中間レビュー(2020年2月)に於ける評価調査を受け、PDMの変更に伴い、プロジェクト後半の活動方針の変更及び活動の見直しを行いました。
キルギス政府と共に酪農技術の改善・普及に取組むため、本プロジェクトでは、農業食品産業土地改革省及び国立獣医衛生検査院と共に、生乳生産システムに係る研修制度の構築や酪農技術普及人材の育成を通じて、生乳の乳質改善と乳量向上を図っています。
プロジェクトではEEUの市場要求を満たすため、生産現場での乳質改善及び乳量増加を目指し、中核農家での適正技術の適用、中核農家を核とした生乳バリューチェーン整備のため、コールドチェーンの確保などを試行しています。
酪農分野の支援ニーズが高い中小規模酪農家を中核農家とし、中核農家を中心とした農民の育成、適正技術の特定と導入・普及、人材の育成、生乳生産システム整備を目指しています。
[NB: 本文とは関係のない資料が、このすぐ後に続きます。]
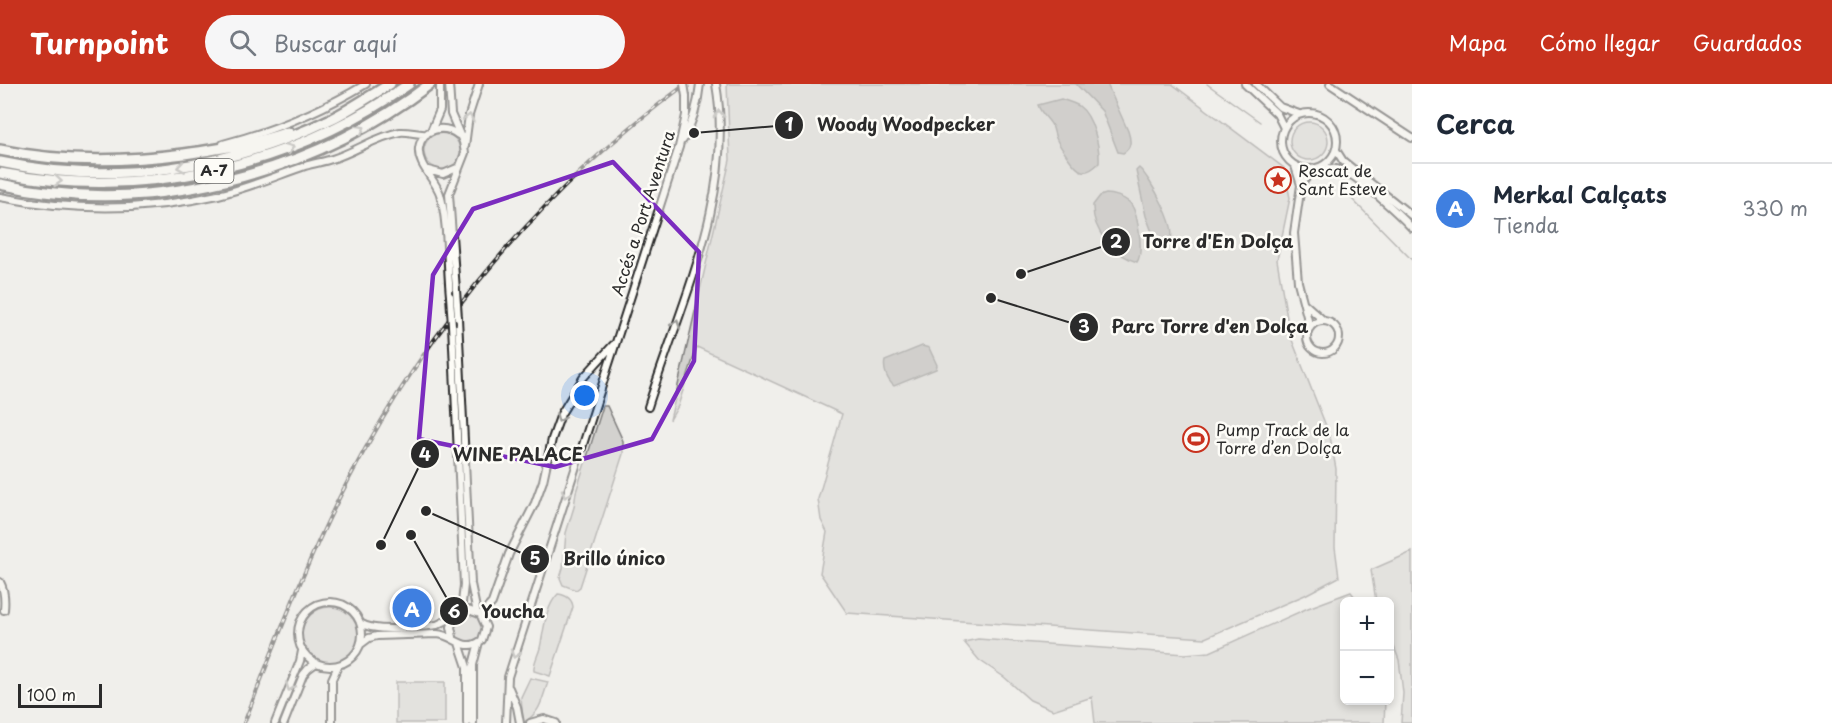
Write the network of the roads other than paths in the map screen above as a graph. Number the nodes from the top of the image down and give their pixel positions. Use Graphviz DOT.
graph roads {
  1 [pos="366,84"];
  2 [pos="390,84"];
  3 [pos="409,84"];
  4 [pos="430,84"];
  5 [pos="449,84"];
  6 [pos="479,84"];
  7 [pos="684,84"];
  8 [pos="716,84"];
  9 [pos="1245,84"];
  10 [pos="1256,84"];
  11 [pos="1330,84"];
  12 [pos="700,85"];
  13 [pos="440,86"];
  14 [pos="349,110"];
  15 [pos="1300,115"];
  16 [pos="1284,128"];
  17 [pos="429,132"];
  18 [pos="414,133"];
  19 [pos="460,138"];
  20 [pos="1412,138"];
  21 [pos="419,146"];
  22 [pos="679,147"];
  23 [pos="0,150"];
  24 [pos="1336,150"];
  25 [pos="188,153"];
  26 [pos="465,153"];
  27 [pos="260,159"];
  28 [pos="0,162"];
  29 [pos="460,166"];
  30 [pos="1295,166"];
  31 [pos="1321,167"];
  32 [pos="425,168"];
  33 [pos="1312,170"];
  34 [pos="0,173"];
  35 [pos="0,184"];
  36 [pos="1301,185"];
  37 [pos="166,190"];
  38 [pos="0,197"];
  39 [pos="1412,216"];
  40 [pos="1412,228"];
  41 [pos="1305,304"];
  42 [pos="1324,321"];
  43 [pos="1310,328"];
  44 [pos="618,337"];
  45 [pos="648,407"];
  46 [pos="0,582"];
  47 [pos="4,610"];
  48 [pos="461,612"];
  49 [pos="479,614"];
  50 [pos="454,618"];
  51 [pos="360,623"];
  52 [pos="453,637"];
  53 [pos="479,642"];
  54 [pos="459,643"];
  55 [pos="361,644"];
  56 [pos="302,650"];
  57 [pos="320,665"];
  58 [pos="338,666"];
  59 [pos="332,679"];
  60 [pos="507,685"];
  61 [pos="275,723"];
  62 [pos="284,723"];
  63 [pos="332,723"];
  64 [pos="467,723"];
  65 [pos="473,723"];
  66 [pos="506,723"];
  67 [pos="520,723"];
  68 [pos="530,723"];
  69 [pos="556,723"];
  1 -- 25 [label="street"];
  2 -- 14 [label="highway, A-7"];
  27 -- 3 [label="highway, A-7, one-way"];
  37 -- 4 [label="highway, one-way"];
  5 -- 19 [label="street"];
  26 -- 6 [label="street, one-way"];
  7 -- 22 [label="street, Accés a Port Aventura, bridge"];
  45 -- 8 [label="street, one-way"];
  9 -- 16 [label="street"];
  10 -- 15 [label="street"];
  11 -- 20 [label="street"];
  12 -- 22 [label="street"];
  13 -- 17 [label="street"];
  14 -- 25 [label="highway"];
  14 -- 28 [label="highway, A-7, one-way"];
  15 -- 16 [label="street"];
  15 -- 24 [label="street"];
  16 -- 30 [label="street"];
  17 -- 18 [label="street"];
  17 -- 19 [label="street"];
  17 -- 21 [label="street"];
  18 -- 21 [label="street"];
  18 -- 38 [label="street"];
  19 -- 26 [label="street"];
  21 -- 32 [label="street"];
  22 -- 44 [label="street, Accés a Port Aventura"];
  23 -- 25 [label="highway"];
  24 -- 31 [label="street"];
  24 -- 39 [label="street"];
  26 -- 29 [label="street"];
  34 -- 27 [label="highway, A-7, one-way"];
  27 -- 37 [label="highway"];
  29 -- 32 [label="street"];
  29 -- 49 [label="street, bridge"];
  30 -- 33 [label="street"];
  30 -- 36 [label="street"];
  31 -- 33 [label="street"];
  31 -- 40 [label="street"];
  32 -- 48 [label="street, bridge"];
  33 -- 36 [label="street"];
  35 -- 37 [label="highway"];
  36 -- 41 [label="street"];
  41 -- 42 [label="street"];
  41 -- 43 [label="street"];
  42 -- 43 [label="street"];
  42 -- 43 [label="street"];
  44 -- 49 [label="street, Accés a Port Aventura, one-way"];
  44 -- 60 [label="street, Accés a Port Aventura, one-way"];
  46 -- 47 [label="street"];
  48 -- 49 [label="street"];
  48 -- 50 [label="street"];
  49 -- 53 [label="street"];
  50 -- 51 [label="street"];
  50 -- 52 [label="street"];
  51 -- 55 [label="street"];
  51 -- 56 [label="street"];
  52 -- 54 [label="street"];
  52 -- 55 [label="street"];
  53 -- 54 [label="street"];
  53 -- 65 [label="street"];
  54 -- 64 [label="street"];
  55 -- 58 [label="street"];
  56 -- 57 [label="street"];
  56 -- 61 [label="street, one-way"];
  57 -- 58 [label="street"];
  57 -- 59 [label="street"];
  57 -- 62 [label="street"];
  58 -- 59 [label="street"];
  59 -- 63 [label="street"];
  60 -- 66 [label="street, Accés a Port Aventura"];
  60 -- 67 [label="street"];
  68 -- 69 [label="street"];
}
更にプロジェクトで試行された生乳生産改善システムを政策へ提言し、今後の普及モデルへと結びつける役割を担うプラットフォームとして、キルギスの酪農関係者による協議の場として酪農協議会の設立を支援しています。

【画像】プロジェクト活動概念図

活動1.中核農家での適正な乳牛飼養・衛生・生乳生産管理技術が適用される

生乳生産の現場である酪農場での生乳生産性改善のため、現場向けの酪農技術及び技術普及に係るニーズを調査し、適用可能な適正技術の特定を行っています。
プロジェクトでは適切な酪農技術を実施するモデルとして中核農家を選定し、適切な乳牛飼養・生乳生産管理に係る酪農技術の実証展示を進めています。酪農家の生産性向上のために、特に現場で必要とされている乳牛の飼養管理技術と衛生管理、牛群管理、繁殖管理、搾乳管理技術などについて、中核農家への必要な技術研修を行い、生乳の生産性向上や乳質改善を図ります。
今後は中核農家が中心となって周辺農民とグループを形成、農民同士で適切な酪農技術を教え合う農民間研修の導入を計画しています。また、中核農家の研修実施能力向上に向け、ファシリテーション技術などの導入や研修運営・技術移転手法などの研修によって、プロジェクト終了後のサステナビリティを担保します。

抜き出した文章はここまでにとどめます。